Вирена двинулась первой. Её зов вспыхнул мгновенно: малой искры хватило, чтобы все вокруг почувствовали тяжелое давление воздуха. Взмах её меча был резким, отточенным, в нём чувствовался ритм закалённого воина. Элва ответила всплеском — её сила вырвалась бурно, как огонь в сухой траве. На миг она ускорила шаг и сделала быстрый выпад, едва коснувшись плеча Вирены. Дыхание сбилось, пальцы дрогнули, и поток силы оборвался, оставив пустоту.
— Рано, — холодно бросила Вирена, шагнув вперед. — Держи его. Иначе он сломает тебя.
Элва стиснула зубы, пытаясь удержать остатки пламени, но каждый её шаг становился тяжелее предыдущего. У края арены появился Сарем. Он встал рядом с Риллем, наблюдая за схваткой.
— Как она? — спросил он негромко.
— В ней есть сила, — ответил Рилль сдержанно. — Но нет меры. Она горит, пока хватает дыхания, а потом сгорает сама.
Сарем кивнул, не отрывая глаз от Вирены. Его губы едва заметно дрогнули:
— Значит, придётся учиться у огня.
На арене Вирена не сбавляла напор. Её движения были спокойными, выверенными, а зов слушался, как зверь на цепи. Элва же рвалась вперёд и каждый раз теряла больше, чем выигрывала. Но в её глазах не было страха — только упорство.
— Элва, думай, оценивай силы противника. Не бей так открыто. Противник не должен читать твои движения, как открытую книгу, — произнесла Вирена, когда остриё её клинка в очередной раз оказалось у горла ученицы.

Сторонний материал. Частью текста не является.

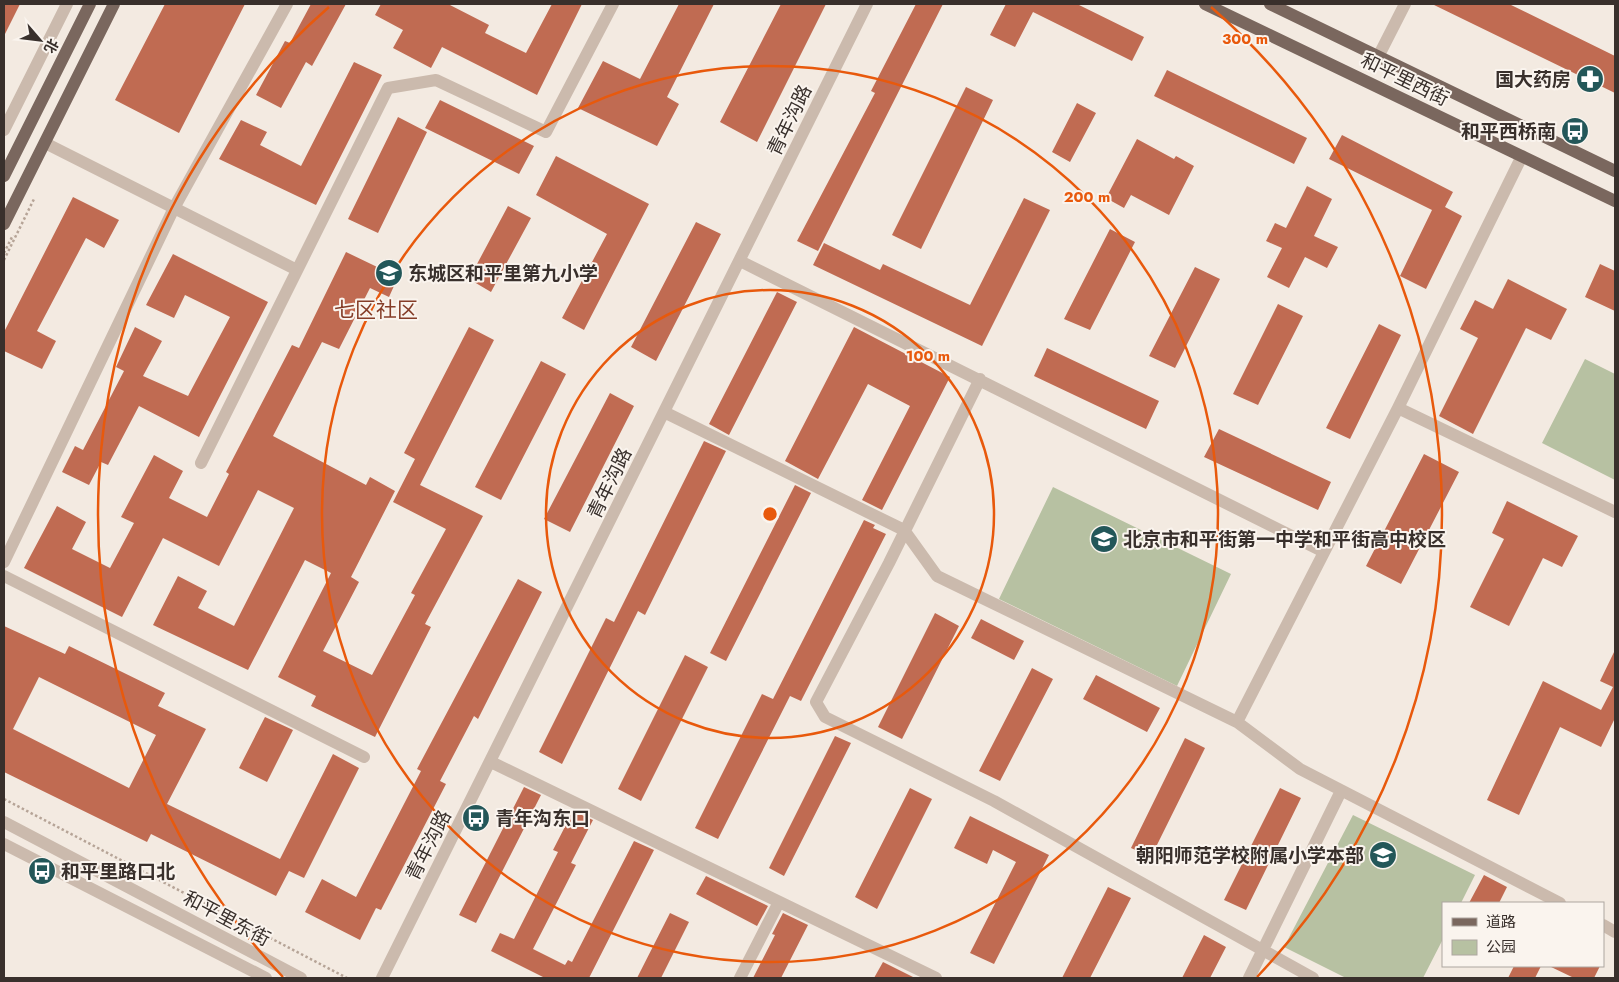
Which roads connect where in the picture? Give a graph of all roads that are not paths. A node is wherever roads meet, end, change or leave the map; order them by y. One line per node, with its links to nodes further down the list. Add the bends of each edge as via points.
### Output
1 (67, 4): 11 (street)
2 (90, 4): 15 (main road)
3 (114, 4): 12 (main road)
4 (287, 4): 17 (street)
5 (613, 4): 20 (street, via 546,132 436,80 388,88)
6 (867, 4): 19 (street, 青年沟路)
7 (1205, 4): 13 (main road, 和平里西街)
8 (1270, 4): 10 (main road, 和平里西街)
9 (1405, 4): 10 (street)
10 (1379, 55): 14 (main road, 和平里西街)
11 (4, 130)
12 (45, 143): 17 (street); 18 (main road)
13 (1522, 156): 16 (main road, 和平里西街); 22 (street)
14 (1615, 171)
15 (4, 176)
16 (1615, 201)
17 (174, 208): 20 (street); 28 (street)
18 (4, 224)
19 (740, 261): 21 (street); 23 (street, 青年沟路)
20 (298, 270): 24 (street)
21 (980, 379): 26 (street); 27 (street)
22 (1398, 408): 25 (street); 27 (street)
23 (664, 412): 26 (street); 32 (street, 青年沟路)
24 (201, 463)
25 (1615, 512)
26 (904, 530): 30 (street, via 937,576); 40 (street, via 816,702 825,717 994,801)
27 (1324, 552): 30 (street)
28 (4, 562)
29 (4, 576): 31 (street)
30 (1237, 722): 33 (street, via 1300,769)
31 (364, 757)
32 (491, 762): 36 (street); 43 (street, 青年沟路)
33 (1341, 791): 37 (street); 40 (street)
34 (4, 822): 42 (street, 和平里东街)
35 (4, 844): 41 (street, 和平里东街)
36 (779, 902): 44 (street); 45 (street)
37 (1558, 902)
38 (1604, 926): 39 (street)
39 (1615, 932)
40 (1262, 951): 46 (street); 47 (street)
41 (266, 978)
42 (300, 978)
43 (382, 978)
44 (740, 978)
45 (936, 978)
46 (1249, 978)
47 (1313, 978)

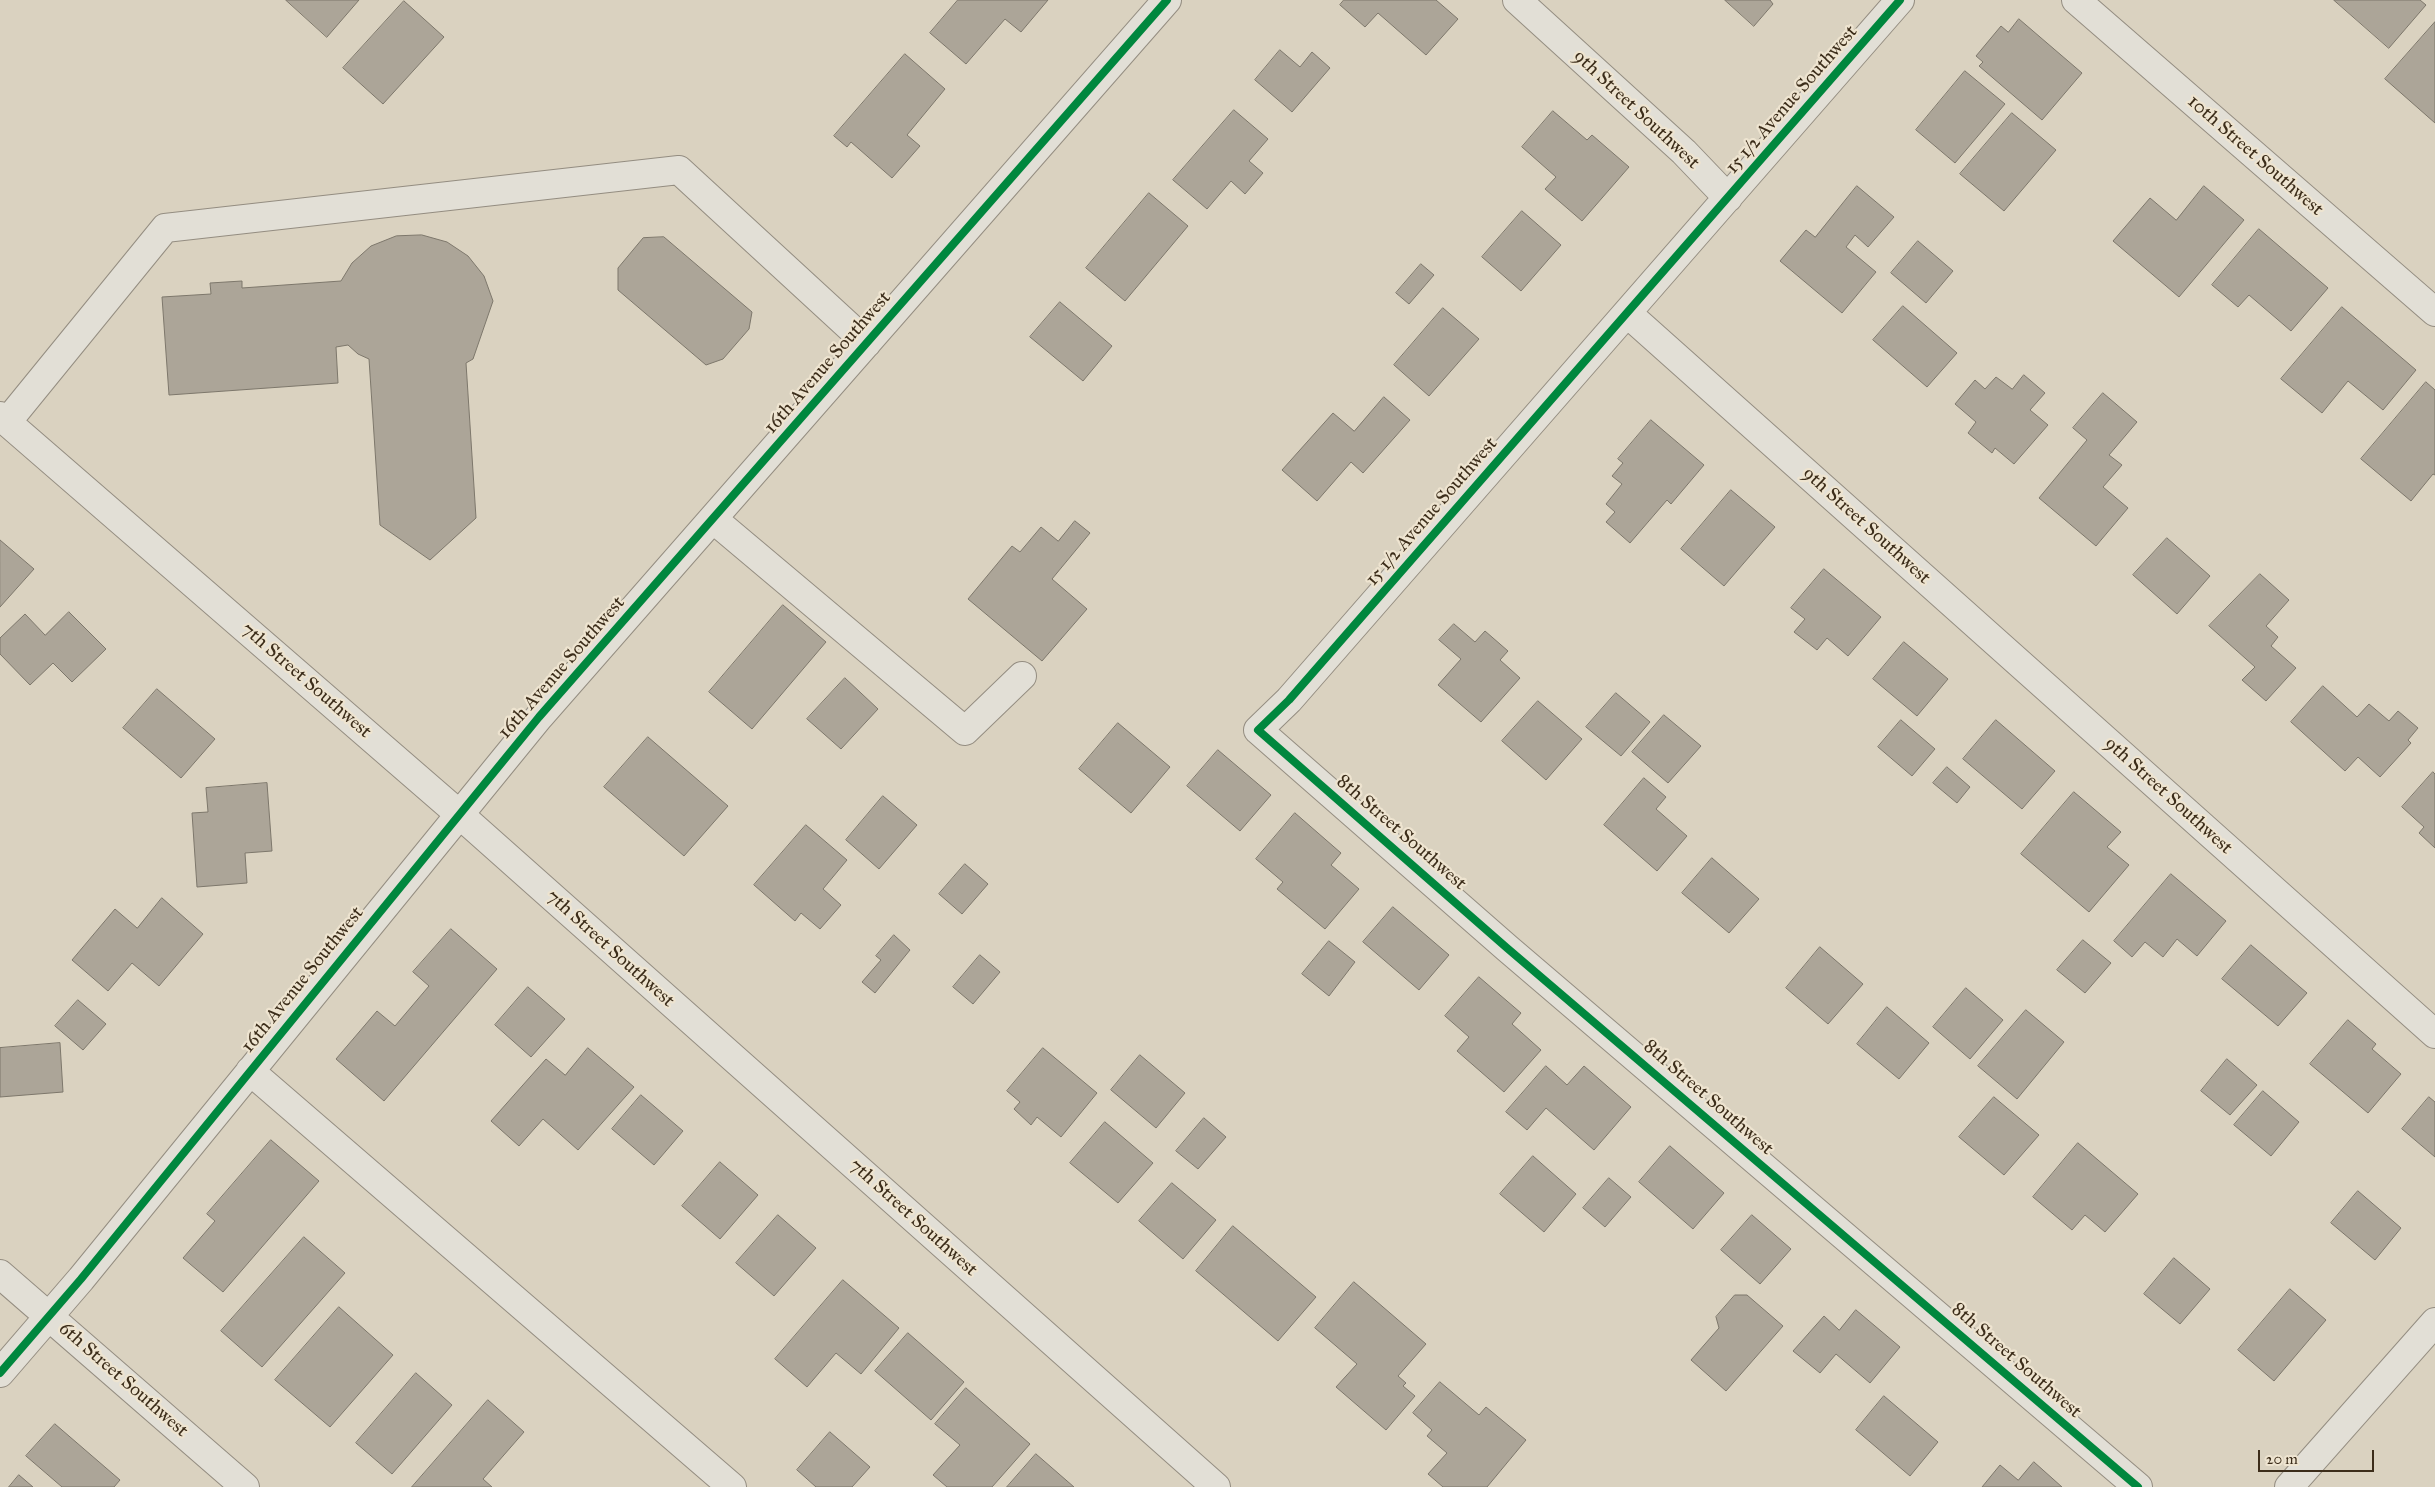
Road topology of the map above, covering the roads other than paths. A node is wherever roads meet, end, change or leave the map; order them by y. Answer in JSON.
{"nodes":[{"id":1,"x":1167,"y":0,"type":"edge"},
{"id":2,"x":1517,"y":0,"type":"edge"},
{"id":3,"x":1900,"y":0,"type":"edge"},
{"id":4,"x":2076,"y":0,"type":"edge"},
{"id":5,"x":1728,"y":198,"type":"junction"},
{"id":6,"x":2435,"y":312,"type":"edge"},
{"id":7,"x":1627,"y":313,"type":"junction"},
{"id":8,"x":867,"y":342,"type":"junction"},
{"id":9,"x":4,"y":419,"type":"edge"},
{"id":10,"x":713,"y":519,"type":"junction"},
{"id":11,"x":1022,"y":676,"type":"dead end"},
{"id":12,"x":1258,"y":730,"type":"joint"},
{"id":13,"x":459,"y":814,"type":"junction"},
{"id":14,"x":2435,"y":1034,"type":"edge"},
{"id":15,"x":250,"y":1071,"type":"junction"},
{"id":16,"x":0,"y":1274,"type":"edge"},
{"id":17,"x":49,"y":1316,"type":"junction"},
{"id":18,"x":2435,"y":1322,"type":"edge"},
{"id":19,"x":0,"y":1373,"type":"edge"},
{"id":20,"x":245,"y":1487,"type":"edge"},
{"id":21,"x":732,"y":1487,"type":"edge"},
{"id":22,"x":1216,"y":1487,"type":"edge"},
{"id":23,"x":2138,"y":1487,"type":"edge"},
{"id":24,"x":2289,"y":1487,"type":"edge"}],
"edges":[{"from":1,"to":8,"type":"street","name":"16th Avenue Southwest"},
{"from":2,"to":5,"type":"street","name":"9th Street Southwest"},
{"from":3,"to":5,"type":"street","name":"15 1/2 Avenue Southwest"},
{"from":4,"to":6,"type":"street","name":"10th Street Southwest"},
{"from":5,"to":7,"type":"street"},
{"from":7,"to":12,"type":"street","name":"15 1/2 Avenue Southwest"},
{"from":7,"to":14,"type":"street","name":"9th Street Southwest"},
{"from":8,"to":9,"type":"street"},
{"from":8,"to":10,"type":"street","name":"16th Avenue Southwest"},
{"from":9,"to":13,"type":"street","name":"7th Street Southwest"},
{"from":10,"to":11,"type":"street"},
{"from":10,"to":13,"type":"street","name":"16th Avenue Southwest"},
{"from":12,"to":23,"type":"street","name":"8th Street Southwest"},
{"from":13,"to":15,"type":"street","name":"16th Avenue Southwest"},
{"from":13,"to":22,"type":"street","name":"7th Street Southwest"},
{"from":15,"to":17,"type":"street","name":"16th Avenue Southwest"},
{"from":15,"to":21,"type":"street"},
{"from":16,"to":17,"type":"street","name":"6th Street Southwest"},
{"from":17,"to":19,"type":"street","name":"16th Avenue Southwest"},
{"from":17,"to":20,"type":"street","name":"6th Street Southwest"},
{"from":18,"to":24,"type":"street"}]}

Сталь звенела всё реже. Элва сбивала дыхание, её шаги тяжелели, а сила рвалась наружу и обрывалась, как слабая струна. Меч Вирены сверкал, разрезая воздух гулким свистом. Её стиль был похож на смертельный танец. Она не просто била — она ловила ритм противника, встраивалась в него и ломала его дыхание. В каждом ударе чувствовалась ярость, сдержанная и направленная.
Элва, заблокировав очередной удар, отступила, стиснула рукоять кинжала. В её глазах мелькнуло отчаяние. Она злилась и, собрав остаток сил, обратила мысли внутрь себя:
«Ты называешь себя моим демоном? Тогда докажи. Дай мне то, что не дают другим. Покажи скрытое».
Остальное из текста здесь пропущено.